Las últimas semanas han presentado a nuestra consideración una cadena de fiestas cristianas a cuál más destacable y enriquecedora. La de hoy –el Corazón de Cristo- es el broche de oro de aquel itinerario festivo. No me refiero a su categoría litúrgica, sino a que es como un resumen de la actitud y los sentimientos de Jesucristo, en relación a nosotros.

El ser humano no puede conocer el Amor de Dios en Sí mismo, pues supera nuestras capacidades naturales. Por eso Dios se hizo hombre: para redimirnos del pecado y para manifestar, a través de un rostro y unas palabras humanas, todo el Amor que Dios nos tiene. Y ése es Jesucristo, cuyo corazón humano expresa cuanto podemos entender del Amor infinito de Dios. Por ello nunca profundizaremos bastante en el significado de esta fiesta del Corazón de Cristo: por mucho que avancemos siempre será posible amar más, y consiguientemente conocerle mejor. Amor y conocimiento van siempre juntos, en lo humano como en lo sobrenatural.

El pasado domingo nos fijábamos en la necesidad de la fe e hicimos una referencia a la humildad; hoy nos detendremos más en ésta.

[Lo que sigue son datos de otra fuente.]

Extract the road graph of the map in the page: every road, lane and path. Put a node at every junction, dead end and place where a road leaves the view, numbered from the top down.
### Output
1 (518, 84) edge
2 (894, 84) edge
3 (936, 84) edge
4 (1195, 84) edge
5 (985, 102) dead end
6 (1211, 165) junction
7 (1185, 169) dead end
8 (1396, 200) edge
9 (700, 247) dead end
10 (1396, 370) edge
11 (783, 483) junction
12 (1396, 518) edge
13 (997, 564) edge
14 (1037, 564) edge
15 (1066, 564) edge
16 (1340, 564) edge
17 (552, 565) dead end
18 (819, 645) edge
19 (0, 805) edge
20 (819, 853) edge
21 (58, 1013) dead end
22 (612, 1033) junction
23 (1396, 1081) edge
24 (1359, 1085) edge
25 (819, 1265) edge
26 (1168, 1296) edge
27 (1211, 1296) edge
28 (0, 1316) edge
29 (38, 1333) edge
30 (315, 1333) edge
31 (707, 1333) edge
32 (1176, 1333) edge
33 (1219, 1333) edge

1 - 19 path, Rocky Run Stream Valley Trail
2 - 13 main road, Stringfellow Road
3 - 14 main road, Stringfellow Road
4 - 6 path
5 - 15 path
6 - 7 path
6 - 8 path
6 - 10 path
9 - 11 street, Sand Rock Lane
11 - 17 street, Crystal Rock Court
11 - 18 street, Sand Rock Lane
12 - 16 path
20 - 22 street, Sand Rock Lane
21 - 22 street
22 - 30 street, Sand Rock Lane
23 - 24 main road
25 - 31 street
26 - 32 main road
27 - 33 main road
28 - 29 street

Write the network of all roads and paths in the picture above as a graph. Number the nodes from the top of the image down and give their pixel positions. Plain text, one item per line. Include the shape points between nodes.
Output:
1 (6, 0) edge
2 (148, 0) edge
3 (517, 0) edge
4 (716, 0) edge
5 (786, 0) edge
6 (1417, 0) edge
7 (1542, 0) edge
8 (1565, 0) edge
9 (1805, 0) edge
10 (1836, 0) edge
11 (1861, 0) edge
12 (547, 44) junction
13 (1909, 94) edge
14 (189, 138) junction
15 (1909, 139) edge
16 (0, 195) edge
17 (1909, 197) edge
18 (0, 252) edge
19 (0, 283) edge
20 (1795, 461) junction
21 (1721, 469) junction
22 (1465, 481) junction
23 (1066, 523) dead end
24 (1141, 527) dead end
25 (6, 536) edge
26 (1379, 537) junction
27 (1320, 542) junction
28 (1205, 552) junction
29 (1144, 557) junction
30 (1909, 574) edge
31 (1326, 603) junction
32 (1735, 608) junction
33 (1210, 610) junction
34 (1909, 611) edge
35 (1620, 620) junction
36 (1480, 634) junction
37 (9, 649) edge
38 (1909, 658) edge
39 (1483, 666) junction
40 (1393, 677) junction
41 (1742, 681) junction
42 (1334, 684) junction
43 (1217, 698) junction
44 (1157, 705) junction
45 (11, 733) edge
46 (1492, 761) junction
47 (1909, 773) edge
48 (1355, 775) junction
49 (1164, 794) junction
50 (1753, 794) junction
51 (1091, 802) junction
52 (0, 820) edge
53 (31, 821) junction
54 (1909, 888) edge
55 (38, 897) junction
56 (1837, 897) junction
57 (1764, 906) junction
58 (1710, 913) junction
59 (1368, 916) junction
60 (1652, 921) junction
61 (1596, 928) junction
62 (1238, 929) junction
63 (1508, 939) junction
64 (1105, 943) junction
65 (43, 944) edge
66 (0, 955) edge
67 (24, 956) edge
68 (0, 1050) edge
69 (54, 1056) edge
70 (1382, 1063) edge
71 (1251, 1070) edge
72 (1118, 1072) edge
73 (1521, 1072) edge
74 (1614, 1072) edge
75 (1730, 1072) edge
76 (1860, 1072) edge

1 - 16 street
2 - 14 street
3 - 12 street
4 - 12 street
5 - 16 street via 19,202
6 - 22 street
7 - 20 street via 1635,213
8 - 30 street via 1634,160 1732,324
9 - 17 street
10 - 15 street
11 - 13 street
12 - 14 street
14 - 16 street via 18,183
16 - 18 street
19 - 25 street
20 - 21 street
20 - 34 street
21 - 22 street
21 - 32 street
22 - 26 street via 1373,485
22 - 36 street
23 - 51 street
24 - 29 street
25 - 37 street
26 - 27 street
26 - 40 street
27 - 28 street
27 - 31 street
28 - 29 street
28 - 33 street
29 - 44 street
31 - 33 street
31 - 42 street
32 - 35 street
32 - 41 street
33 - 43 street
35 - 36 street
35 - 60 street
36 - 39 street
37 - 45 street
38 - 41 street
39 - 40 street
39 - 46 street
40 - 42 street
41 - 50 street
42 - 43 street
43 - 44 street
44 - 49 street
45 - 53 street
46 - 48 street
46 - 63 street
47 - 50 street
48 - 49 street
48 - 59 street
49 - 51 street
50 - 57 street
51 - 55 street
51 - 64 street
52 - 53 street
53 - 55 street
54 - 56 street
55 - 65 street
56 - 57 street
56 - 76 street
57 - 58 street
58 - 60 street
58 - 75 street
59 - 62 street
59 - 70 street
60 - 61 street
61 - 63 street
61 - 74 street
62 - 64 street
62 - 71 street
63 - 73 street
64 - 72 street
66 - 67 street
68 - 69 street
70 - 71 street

La Fe implica confiar totalmente en Jesucristo, sin dejar paso a la desconfianza. En este mismo contexto, la humildad supone dejarnos amar por Cristo.

Alguno pensará que esto es fácil. Pero, para dejarse amar por Crisot, es imprescindible arrancar del alma todo aquello que lo impide o dificulta. Y para esto, hemos de comenzar por reconocer que somos pecadores, dolernos por ello y pedir perdón, tratar de corregirnos. Tareas, estas, que requieren no poca humildad.

Sin embargo, el premio es extraordinario. El premio es la ternura de Dios. Con esta expresión el Papa Francisco se refiere a un amor de Dios todo lo  contrario de abstracto e impersonal. Un Dios que nos ama con nuestros defectos; es decir, que no mira los pecados sino la persona de un hijo o una hija suyos. Por eso nos perdona siempre. Pero no podemos sentir esa cercanúa y ternura de su corazón, mientras no nos arrepintamos de esos pecados y recibamos el abrazo del perdón; que convierte nuestras miserias en un camino hacia Dios.

“Si reconocemos esta maravillosa relación del Señor con sus hijos, se cambiarán necesariamente nuestros corazones… abriéndose un panorama absolutamente nuevo, lleno de relieve, de hondura y de luz” (San Josemaría Escrivá, Es Cristo que pasa 165). En los últimos siglos parece que hay un empeño especial del Espíritu Santo en destacar el papel del Corazón misericordioso de Cristo en la vida de los cristianos. Numerosos santos lo han entendido así y lo han publicado.

El resumen es el mismo: somos objeto constante de la Misericordia de Dios. Él es el camino de los humildes.